━━━━━ GIVEN ENTRIES ━━━━━

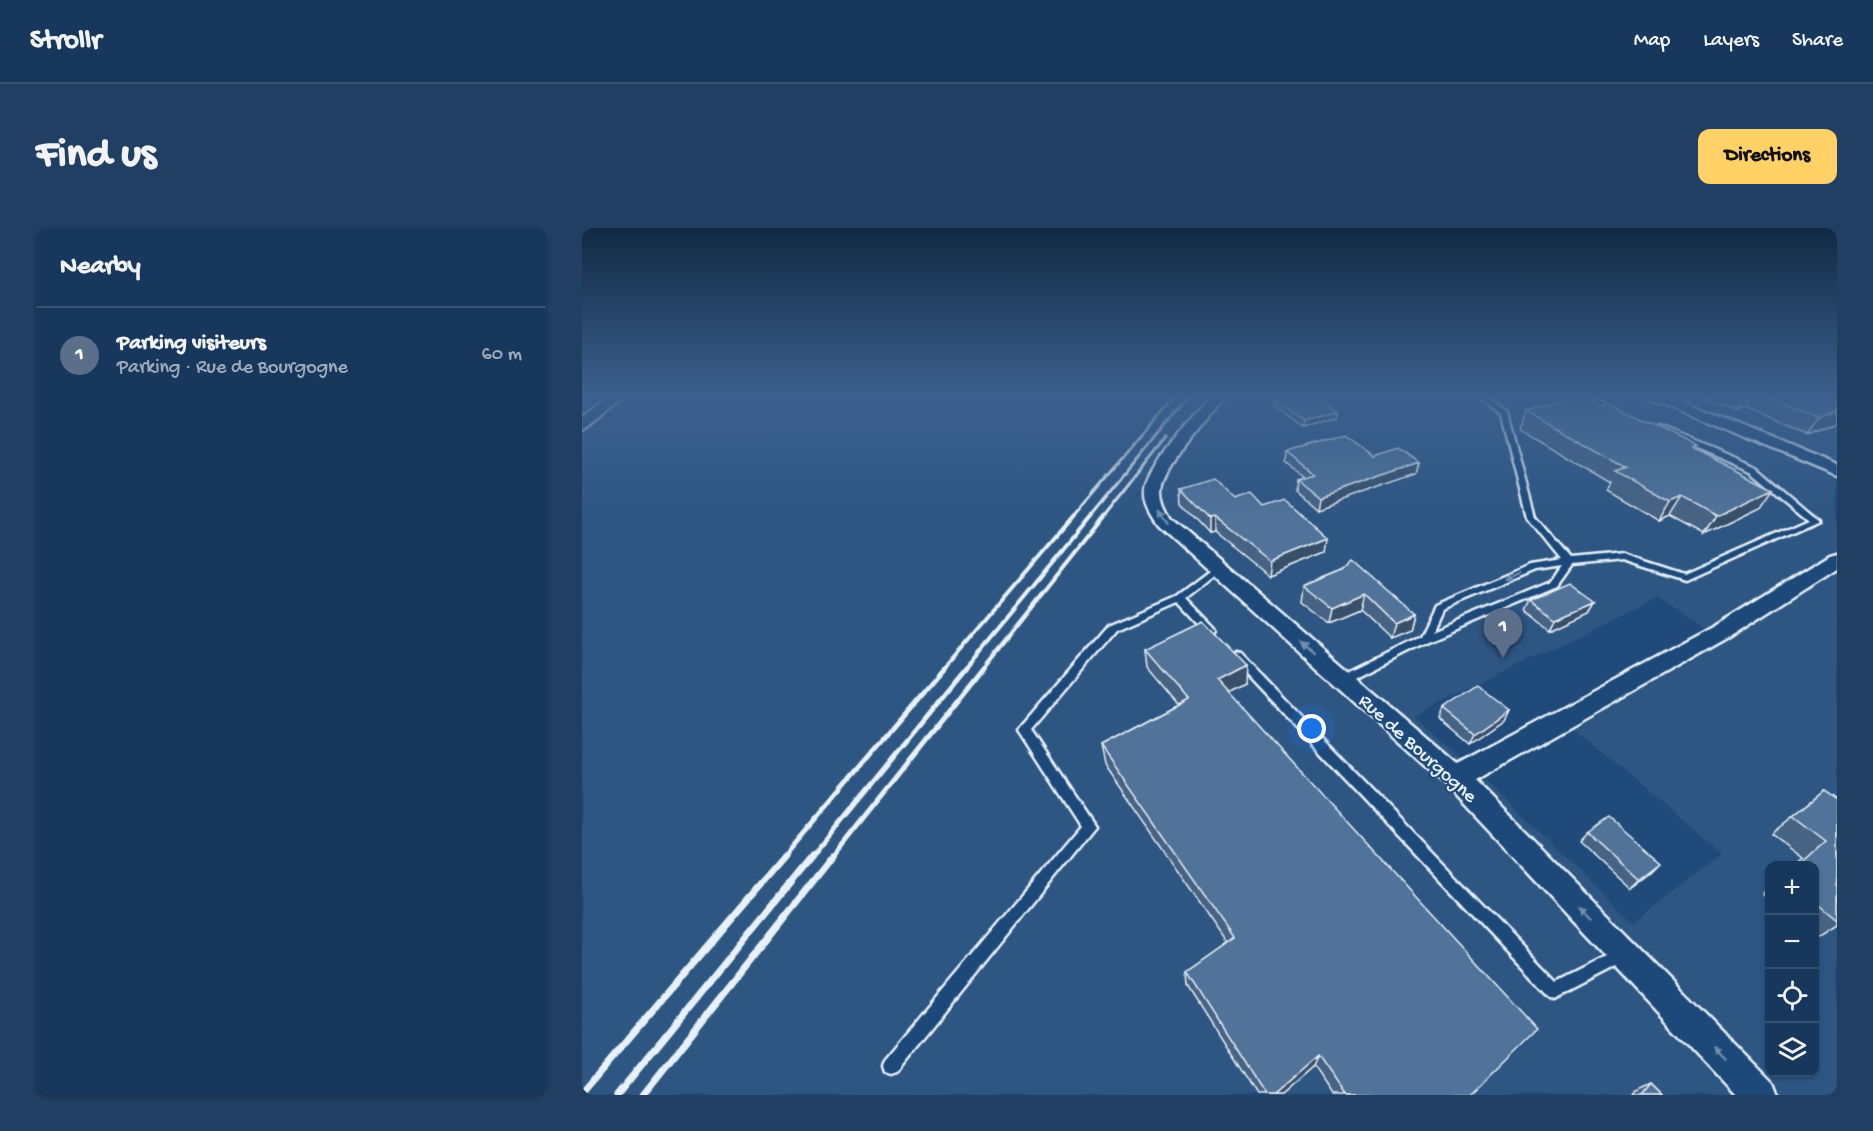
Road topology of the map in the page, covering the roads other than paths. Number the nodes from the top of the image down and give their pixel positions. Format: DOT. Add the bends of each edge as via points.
graph roads {
  1 [pos="1187,436"];
  2 [pos="1511,436"];
  3 [pos="1678,436"];
  4 [pos="1754,436"];
  5 [pos="1837,471"];
  6 [pos="1837,559"];
  7 [pos="1569,562"];
  8 [pos="1218,568"];
  9 [pos="1180,598"];
  10 [pos="1424,638"];
  11 [pos="1343,679"];
  12 [pos="1456,778"];
  13 [pos="1625,955"];
  14 [pos="891,1066"];
  15 [pos="1760,1095"];
  8 -- 1 [label="street, Rue de Bourgogne, one-way" via="1165,521 1154,502 1154,485"];
  2 -- 7 [label="lane" via="1532,517"];
  3 -- 7 [label="lane" via="1754,469 1815,520 1685,577 1622,557"];
  4 -- 5 [label="street"];
  6 -- 12 [label="street" via="1723,631"];
  7 -- 10 [label="lane" via="1554,584"];
  7 -- 10 [label="lane, one-way" via="1533,567 1438,607"];
  8 -- 9 [label="lane"];
  11 -- 8 [label="street, Rue de Bourgogne, one-way"];
  9 -- 13 [label="lane" via="1555,991"];
  9 -- 14 [label="lane" via="1113,627 1025,730 1089,826"];
  10 -- 11 [label="lane"];
  11 -- 12 [label="street, Rue de Bourgogne"];
  13 -- 12 [label="street, Rue de Bourgogne, one-way"];
  15 -- 13 [label="street, Rue de Bourgogne, one-way"];
}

━━━━━

EXERCISE DETAILS.
Leaving out the pictures, restate the listing above exactly.

YOUR RESPONSE.
Road topology of the map in the page, covering the roads other than paths. Number the nodes from the top of the image down and give their pixel positions. Format: DOT. Add the bends of each edge as via points.
graph roads {
  1 [pos="1187,436"];
  2 [pos="1511,436"];
  3 [pos="1678,436"];
  4 [pos="1754,436"];
  5 [pos="1837,471"];
  6 [pos="1837,559"];
  7 [pos="1569,562"];
  8 [pos="1218,568"];
  9 [pos="1180,598"];
  10 [pos="1424,638"];
  11 [pos="1343,679"];
  12 [pos="1456,778"];
  13 [pos="1625,955"];
  14 [pos="891,1066"];
  15 [pos="1760,1095"];
  8 -- 1 [label="street, Rue de Bourgogne, one-way" via="1165,521 1154,502 1154,485"];
  2 -- 7 [label="lane" via="1532,517"];
  3 -- 7 [label="lane" via="1754,469 1815,520 1685,577 1622,557"];
  4 -- 5 [label="street"];
  6 -- 12 [label="street" via="1723,631"];
  7 -- 10 [label="lane" via="1554,584"];
  7 -- 10 [label="lane, one-way" via="1533,567 1438,607"];
  8 -- 9 [label="lane"];
  11 -- 8 [label="street, Rue de Bourgogne, one-way"];
  9 -- 13 [label="lane" via="1555,991"];
  9 -- 14 [label="lane" via="1113,627 1025,730 1089,826"];
  10 -- 11 [label="lane"];
  11 -- 12 [label="street, Rue de Bourgogne"];
  13 -- 12 [label="street, Rue de Bourgogne, one-way"];
  15 -- 13 [label="street, Rue de Bourgogne, one-way"];
}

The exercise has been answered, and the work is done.